Double reeds star at Allegro concert

July 14th, 2008 3:03 pm · 0 comments

Just for the record, there weren’t “Too Many Oboes” at Saturday night’s Allegro concert at F&M’s Barshinger Center — when they’re played this well, you can never have enough. The four oboists — section leader Jeffrey O’Donnell, Emery DeWitt, Jill Marchione and Megan Norcross — played in various configurations, exhibiting, to steal a phrase from the program notes, “effortless grace, spontaneous charm and sturdy musical substance.” It was a remarkable demonstration of ensemble playing for this notoriously intractable instrument, and they made it sound easy. But these words, originally applied to Telemann’s Concerto for Three Oboes, apply to the orchestra, and the program, as a whole. The orchestra played with spirit and feeling throughout and the program was a delight from beginning to end.

Telemann wrote over 3,000 pieces in his lifetime, which, Artistic Director Brian Norcross pointed out, amounted to a composition every four or five days during his working life. “What did you do today?” he asked before launching into the baroque work which, in typical concerto grosso style, had the group of three oboists and the string orchestra in a continuous dialog, phrase answering phrase in brief statements in the first movement and cascading notes in the last. All four oboists were featured in the Concerto a Due Cori No. 1 by Handel, a seven-movement work which incorporated some of his popular operatic themes. Audiences of the time would have recognized these “greatest hits;” the one most recognizable would be the second movement’s “For the Glory of the Lord” tune, familiar from “Messiah.” (Have you ever noticed how a classical-music audience behaves when an orchestra plays a famous melody? It’s like a very subtle version of “the wave,” and it’s possibly caused by hundreds of simultaneous nudges.)

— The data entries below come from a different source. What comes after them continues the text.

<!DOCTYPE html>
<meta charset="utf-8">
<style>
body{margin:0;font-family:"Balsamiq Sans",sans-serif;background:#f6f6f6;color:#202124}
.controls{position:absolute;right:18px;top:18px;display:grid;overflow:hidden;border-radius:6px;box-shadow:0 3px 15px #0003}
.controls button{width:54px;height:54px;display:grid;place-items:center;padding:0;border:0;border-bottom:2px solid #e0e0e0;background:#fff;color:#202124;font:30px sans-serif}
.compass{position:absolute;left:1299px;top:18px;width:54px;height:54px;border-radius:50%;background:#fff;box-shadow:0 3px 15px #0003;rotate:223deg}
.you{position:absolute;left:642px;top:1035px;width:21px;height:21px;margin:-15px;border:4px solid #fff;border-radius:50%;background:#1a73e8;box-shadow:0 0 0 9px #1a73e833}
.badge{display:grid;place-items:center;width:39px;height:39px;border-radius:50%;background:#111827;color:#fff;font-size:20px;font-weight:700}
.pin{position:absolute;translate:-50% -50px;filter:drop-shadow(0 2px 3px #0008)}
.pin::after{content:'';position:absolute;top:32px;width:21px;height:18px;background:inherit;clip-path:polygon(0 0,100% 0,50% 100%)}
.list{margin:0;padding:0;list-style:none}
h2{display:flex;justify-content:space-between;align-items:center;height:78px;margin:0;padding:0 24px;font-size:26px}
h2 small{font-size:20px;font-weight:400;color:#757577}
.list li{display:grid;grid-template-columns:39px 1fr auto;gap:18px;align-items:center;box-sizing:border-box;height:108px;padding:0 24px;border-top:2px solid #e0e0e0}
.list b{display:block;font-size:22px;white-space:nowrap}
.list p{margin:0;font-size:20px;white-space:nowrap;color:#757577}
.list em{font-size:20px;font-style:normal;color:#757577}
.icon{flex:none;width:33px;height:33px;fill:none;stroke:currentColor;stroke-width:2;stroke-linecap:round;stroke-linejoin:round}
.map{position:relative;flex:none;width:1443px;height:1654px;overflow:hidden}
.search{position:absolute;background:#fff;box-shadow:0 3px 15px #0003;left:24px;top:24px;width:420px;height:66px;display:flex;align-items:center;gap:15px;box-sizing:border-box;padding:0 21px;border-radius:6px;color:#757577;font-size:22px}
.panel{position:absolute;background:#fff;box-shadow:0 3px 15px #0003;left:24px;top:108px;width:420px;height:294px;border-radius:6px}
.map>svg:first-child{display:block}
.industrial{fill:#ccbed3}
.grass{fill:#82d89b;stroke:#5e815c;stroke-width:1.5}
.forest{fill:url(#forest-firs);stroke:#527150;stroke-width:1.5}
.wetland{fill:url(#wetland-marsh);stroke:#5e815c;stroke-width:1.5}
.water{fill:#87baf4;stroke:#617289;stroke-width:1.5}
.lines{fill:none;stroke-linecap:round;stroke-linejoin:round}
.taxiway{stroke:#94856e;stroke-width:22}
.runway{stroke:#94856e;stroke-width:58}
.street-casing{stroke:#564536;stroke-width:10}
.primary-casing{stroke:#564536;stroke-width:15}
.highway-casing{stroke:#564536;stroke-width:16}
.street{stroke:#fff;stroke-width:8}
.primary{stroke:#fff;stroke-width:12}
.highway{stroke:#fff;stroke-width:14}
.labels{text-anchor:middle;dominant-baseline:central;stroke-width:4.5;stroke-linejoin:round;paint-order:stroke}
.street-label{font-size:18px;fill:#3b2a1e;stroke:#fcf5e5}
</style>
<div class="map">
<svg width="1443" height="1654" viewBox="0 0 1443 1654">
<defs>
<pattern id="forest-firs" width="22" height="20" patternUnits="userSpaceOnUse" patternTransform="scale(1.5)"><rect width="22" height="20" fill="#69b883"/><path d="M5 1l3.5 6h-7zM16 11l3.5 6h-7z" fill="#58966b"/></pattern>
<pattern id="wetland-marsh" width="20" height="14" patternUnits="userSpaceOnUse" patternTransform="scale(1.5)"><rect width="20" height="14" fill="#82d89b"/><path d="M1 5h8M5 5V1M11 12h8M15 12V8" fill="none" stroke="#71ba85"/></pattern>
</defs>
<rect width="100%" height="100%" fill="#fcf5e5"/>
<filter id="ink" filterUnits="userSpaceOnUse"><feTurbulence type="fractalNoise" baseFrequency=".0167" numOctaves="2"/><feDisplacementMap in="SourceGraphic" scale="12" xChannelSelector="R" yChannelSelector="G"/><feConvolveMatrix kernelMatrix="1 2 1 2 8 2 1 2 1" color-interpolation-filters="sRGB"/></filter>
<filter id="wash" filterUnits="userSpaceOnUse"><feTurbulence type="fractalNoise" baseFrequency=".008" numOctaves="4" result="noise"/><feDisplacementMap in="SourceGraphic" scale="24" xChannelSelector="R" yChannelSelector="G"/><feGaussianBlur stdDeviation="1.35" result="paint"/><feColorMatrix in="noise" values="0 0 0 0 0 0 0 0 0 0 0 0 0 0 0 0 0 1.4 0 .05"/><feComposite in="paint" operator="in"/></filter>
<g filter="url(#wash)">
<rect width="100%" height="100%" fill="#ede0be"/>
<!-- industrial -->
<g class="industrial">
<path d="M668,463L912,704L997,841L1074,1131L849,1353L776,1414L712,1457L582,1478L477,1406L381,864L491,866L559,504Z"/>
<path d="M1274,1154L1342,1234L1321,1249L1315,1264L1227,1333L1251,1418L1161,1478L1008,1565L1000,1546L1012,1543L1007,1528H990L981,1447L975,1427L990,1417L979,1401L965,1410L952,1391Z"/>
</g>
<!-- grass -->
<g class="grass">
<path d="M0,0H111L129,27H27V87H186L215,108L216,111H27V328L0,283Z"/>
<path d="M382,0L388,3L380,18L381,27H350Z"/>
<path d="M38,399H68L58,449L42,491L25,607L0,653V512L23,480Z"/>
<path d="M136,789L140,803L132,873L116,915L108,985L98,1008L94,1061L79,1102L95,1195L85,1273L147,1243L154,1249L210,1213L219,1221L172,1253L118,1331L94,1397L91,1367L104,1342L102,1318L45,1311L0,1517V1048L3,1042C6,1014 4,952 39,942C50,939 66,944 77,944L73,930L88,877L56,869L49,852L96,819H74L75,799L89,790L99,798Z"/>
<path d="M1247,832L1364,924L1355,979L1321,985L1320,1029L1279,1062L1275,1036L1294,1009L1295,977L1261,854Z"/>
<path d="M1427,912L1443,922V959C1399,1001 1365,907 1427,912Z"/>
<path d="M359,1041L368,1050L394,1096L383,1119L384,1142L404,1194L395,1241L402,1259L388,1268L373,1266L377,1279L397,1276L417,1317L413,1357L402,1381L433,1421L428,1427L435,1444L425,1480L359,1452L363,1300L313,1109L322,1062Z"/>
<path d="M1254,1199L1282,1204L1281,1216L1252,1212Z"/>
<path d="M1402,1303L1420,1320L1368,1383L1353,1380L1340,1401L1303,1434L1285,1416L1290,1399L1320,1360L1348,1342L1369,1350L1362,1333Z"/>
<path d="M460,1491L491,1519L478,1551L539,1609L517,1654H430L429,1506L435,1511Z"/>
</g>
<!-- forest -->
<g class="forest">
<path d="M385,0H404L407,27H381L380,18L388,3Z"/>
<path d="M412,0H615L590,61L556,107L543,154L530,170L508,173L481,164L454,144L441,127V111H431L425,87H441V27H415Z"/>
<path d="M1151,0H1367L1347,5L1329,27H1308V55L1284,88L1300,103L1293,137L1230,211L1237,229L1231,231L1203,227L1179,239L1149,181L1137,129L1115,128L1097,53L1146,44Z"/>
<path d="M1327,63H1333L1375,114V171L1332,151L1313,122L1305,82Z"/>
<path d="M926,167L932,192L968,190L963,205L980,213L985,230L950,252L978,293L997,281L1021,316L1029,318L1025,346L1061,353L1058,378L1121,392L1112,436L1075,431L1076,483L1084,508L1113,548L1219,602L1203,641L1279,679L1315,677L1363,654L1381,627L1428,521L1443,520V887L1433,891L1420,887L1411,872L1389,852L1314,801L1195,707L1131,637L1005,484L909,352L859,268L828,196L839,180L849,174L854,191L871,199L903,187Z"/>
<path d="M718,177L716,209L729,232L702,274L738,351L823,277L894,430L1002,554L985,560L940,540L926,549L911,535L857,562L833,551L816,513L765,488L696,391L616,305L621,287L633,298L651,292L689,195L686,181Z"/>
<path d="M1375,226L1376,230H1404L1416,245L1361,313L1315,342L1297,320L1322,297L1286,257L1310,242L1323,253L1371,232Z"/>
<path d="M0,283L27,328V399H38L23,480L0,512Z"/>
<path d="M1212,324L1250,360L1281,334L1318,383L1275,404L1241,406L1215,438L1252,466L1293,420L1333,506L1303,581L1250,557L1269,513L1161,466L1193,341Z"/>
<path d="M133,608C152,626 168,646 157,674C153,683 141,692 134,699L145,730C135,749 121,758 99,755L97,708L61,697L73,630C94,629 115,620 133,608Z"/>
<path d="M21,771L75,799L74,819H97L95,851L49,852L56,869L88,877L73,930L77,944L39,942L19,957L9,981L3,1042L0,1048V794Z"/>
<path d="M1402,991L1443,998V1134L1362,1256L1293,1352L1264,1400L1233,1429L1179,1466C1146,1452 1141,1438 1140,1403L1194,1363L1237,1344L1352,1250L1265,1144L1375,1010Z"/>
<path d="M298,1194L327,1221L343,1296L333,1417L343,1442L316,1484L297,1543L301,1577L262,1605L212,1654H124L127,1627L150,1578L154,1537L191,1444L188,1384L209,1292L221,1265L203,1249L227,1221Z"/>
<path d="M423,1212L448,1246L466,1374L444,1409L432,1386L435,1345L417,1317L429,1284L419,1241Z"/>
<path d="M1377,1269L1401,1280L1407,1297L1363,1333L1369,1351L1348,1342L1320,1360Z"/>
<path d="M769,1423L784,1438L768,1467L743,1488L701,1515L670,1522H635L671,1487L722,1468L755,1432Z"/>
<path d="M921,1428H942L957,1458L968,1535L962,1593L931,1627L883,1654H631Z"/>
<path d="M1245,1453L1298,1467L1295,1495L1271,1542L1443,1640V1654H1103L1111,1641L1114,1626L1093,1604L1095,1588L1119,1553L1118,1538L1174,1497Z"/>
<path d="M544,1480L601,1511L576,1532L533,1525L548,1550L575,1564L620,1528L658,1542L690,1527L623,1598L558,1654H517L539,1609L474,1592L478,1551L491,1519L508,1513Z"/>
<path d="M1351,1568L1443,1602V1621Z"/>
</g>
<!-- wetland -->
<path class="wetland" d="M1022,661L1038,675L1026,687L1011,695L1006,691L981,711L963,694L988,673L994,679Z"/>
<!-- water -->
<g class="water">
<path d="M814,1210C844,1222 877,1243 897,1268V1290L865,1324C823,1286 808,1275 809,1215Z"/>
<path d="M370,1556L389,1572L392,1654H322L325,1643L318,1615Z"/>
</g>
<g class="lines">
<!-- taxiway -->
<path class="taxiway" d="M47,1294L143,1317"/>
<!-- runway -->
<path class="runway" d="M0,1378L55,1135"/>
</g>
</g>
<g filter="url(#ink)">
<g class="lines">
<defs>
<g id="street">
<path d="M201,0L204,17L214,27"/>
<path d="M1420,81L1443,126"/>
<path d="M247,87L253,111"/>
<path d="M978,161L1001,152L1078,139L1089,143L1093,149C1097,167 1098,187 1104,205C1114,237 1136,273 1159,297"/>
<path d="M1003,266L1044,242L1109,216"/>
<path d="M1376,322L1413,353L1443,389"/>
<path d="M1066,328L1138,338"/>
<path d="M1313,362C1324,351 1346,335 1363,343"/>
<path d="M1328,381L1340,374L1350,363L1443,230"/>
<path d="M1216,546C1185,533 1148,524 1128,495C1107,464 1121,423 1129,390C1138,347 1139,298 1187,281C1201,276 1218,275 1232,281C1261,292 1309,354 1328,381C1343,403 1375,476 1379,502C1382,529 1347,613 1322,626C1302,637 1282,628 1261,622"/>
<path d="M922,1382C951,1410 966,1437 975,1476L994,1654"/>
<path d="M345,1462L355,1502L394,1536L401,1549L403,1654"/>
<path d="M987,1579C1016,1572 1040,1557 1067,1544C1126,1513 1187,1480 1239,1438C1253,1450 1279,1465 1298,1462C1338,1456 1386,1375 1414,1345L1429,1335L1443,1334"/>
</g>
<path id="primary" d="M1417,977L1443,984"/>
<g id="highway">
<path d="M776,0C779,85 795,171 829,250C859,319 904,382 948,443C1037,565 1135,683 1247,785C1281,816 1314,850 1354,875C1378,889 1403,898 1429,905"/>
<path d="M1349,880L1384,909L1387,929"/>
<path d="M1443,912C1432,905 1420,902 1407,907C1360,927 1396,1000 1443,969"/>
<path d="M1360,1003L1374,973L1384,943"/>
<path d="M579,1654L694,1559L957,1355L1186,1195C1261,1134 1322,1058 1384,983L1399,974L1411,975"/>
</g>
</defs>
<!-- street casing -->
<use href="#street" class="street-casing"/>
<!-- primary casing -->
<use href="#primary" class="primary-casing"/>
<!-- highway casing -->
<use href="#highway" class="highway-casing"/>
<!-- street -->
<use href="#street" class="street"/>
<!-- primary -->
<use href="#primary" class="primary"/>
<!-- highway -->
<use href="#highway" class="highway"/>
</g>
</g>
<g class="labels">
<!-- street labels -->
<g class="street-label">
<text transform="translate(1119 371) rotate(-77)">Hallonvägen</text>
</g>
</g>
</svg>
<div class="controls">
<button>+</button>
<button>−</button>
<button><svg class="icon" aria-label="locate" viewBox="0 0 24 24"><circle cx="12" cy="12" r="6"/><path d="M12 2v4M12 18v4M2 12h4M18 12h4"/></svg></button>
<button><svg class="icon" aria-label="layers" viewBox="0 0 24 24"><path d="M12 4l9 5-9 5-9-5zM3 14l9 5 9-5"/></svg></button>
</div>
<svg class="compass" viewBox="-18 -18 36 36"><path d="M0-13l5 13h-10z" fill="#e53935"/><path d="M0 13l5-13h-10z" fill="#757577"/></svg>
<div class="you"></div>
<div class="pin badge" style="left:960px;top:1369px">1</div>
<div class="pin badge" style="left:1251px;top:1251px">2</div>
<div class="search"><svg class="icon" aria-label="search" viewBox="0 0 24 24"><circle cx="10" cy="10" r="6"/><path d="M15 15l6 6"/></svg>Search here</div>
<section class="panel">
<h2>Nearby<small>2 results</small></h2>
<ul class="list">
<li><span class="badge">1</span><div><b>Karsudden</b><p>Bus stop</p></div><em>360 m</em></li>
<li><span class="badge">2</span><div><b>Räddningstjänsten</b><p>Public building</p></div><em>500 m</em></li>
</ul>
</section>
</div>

At 15, Mozart was already a musical veteran and his Divertimento No. 1 shows the beginning of his musical maturity. It also shows his innovation; according to Norcross, he was the first to add clarinets, a folk instrument, to the orchestra. Two of the oboists switched over to English horns — neither English nor horns, these deeper-voiced cousins of the oboe were misnamed for their “angled” mouthpieces, Norcross explained. Mozart’s three-movement Symphony No. 38, the “Prague,” written when Mozart was 30, closed the program. Scored for pairs of instruments — two trumpets, two horns, two oboes, two flutes and two bassoons — as well as strings and timpani, this was the “big” work on the program and it got a fine performance. Despite Norcross’s warning that a slow movement might seem like being caught behind six buggies on a back road, I found the intertwining themes (one major, one minor, and one sinuously chromatic) endlessly fascinating in the second movement, and the players captured all the flash and fireworks you could want in the final movement.

The concert drew a sizable crowd to the Barshinger center, and the third and last concert will be Saturday, Aug. 9. Not only does the program sound appealing (”The Great Outdoors,” works by Respighi, Copland and Beethoven) but season tickets for the 2009 season will be on sale. Works by Bach, Mozart, Haydn and Mendelssohn are being planned, as well as a performance of Beethoven’s 9th Symphony. (Just let that one sink in a bit.)